Effect of lecithin (a) and phosphate groups (b) on the antibacterial activity of pyrrolizidine alkaloid (PA-1) against E. coli and S. aureus. Assays were measured by the inhibition rate. The mass ratio of PA-1/lecithin or phosphate groups was 1:0.2, 1:1 and 1:5. Control was performed with lecithin/phosphate group-untreated PA-1.

In addition, phosphate groups are components of nucleic acids (DNA and RNA) and phospholipid membranes, and they also have a key role in bacterial energy metabolism and regulation of acid–base balance. Therefore, phosphate groups were used to evaluate the possible involvement in antibacterial activity of PA-1 against E. coli and S. aureus. Compared with lecithin, similar results of phosphate groups on the antibacterial activity of PA-1 were shown in Figure 5b. For E. coli, PA-1 at tested concentrations with phosphate groups could inhibit bacterial growth normally when compared with the untreated PA-1. On the contrary, the addition of phosphate groups apparently weakened the inhibition rate of PA-1-treated S. aureus. These results suggested that phosphate groups influenced the interaction of PA-1 and S. aureus but not of E. coli.

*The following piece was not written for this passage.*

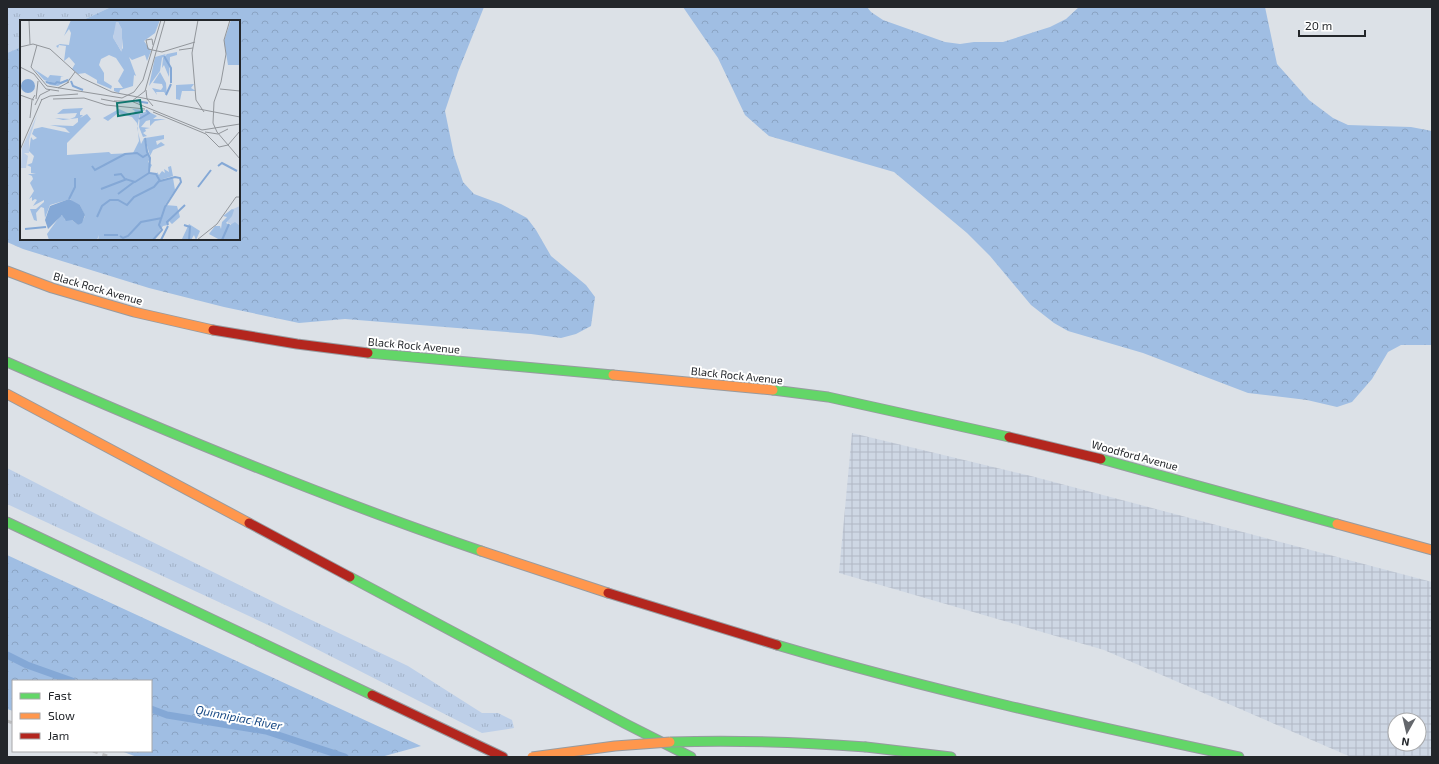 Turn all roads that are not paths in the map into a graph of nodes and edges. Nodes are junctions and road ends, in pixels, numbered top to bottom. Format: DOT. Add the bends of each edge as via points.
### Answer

For all we know, one of the major differences between E. coli and S. aureus is the existence of lipopolysaccharide, which only exists in the outer membrane of E. coli and can impede the penetration of charged and lipophilic compounds.29 Therefore, lipopolysaccharide may prevent PA-1 to bind to phospholipid and phosphate groups of Gram-negative bacteria, which was in accord with the results of E. coli. Although PA-1 did not act on phospholipid and phosphate groups of E. coli, proton motive force, electron flow, nutrient uptake and enzyme activity all might be the target of cell membrane according to Tian et al.30

In this study, antimicrobial activity and action mode of the novel synthesized PA-1 was firstly evaluated. It showed stronger antimicrobial activity against Gram-positive bacteria than against Gram-negative bacteria and fungi. The representative E. coil and S. aureus were chosen to investigate antibacterial mechanism. As for E. coli, the antibacterial activity of PA-1 was due to the interactions with cell membranes, and consequently influenced the membrane permeability and energy metabolism. Owing to the structural discrepancies between E. coil and S. aureus, results showed that PA-1 inhibited the growth of S. aureus by acting on phospholipids and phosphate groups of cell membranes and then damaging the cell membranes. However, we believe that the action mode of PA-1 is probably more complex than assumed above. Our future work will be focused on the mechanism of PA-1 to bacteria. Hopefully, PA-1 would be an alternative pro-drug with strong antibacterial activity to present antibiotics in the clinical usage.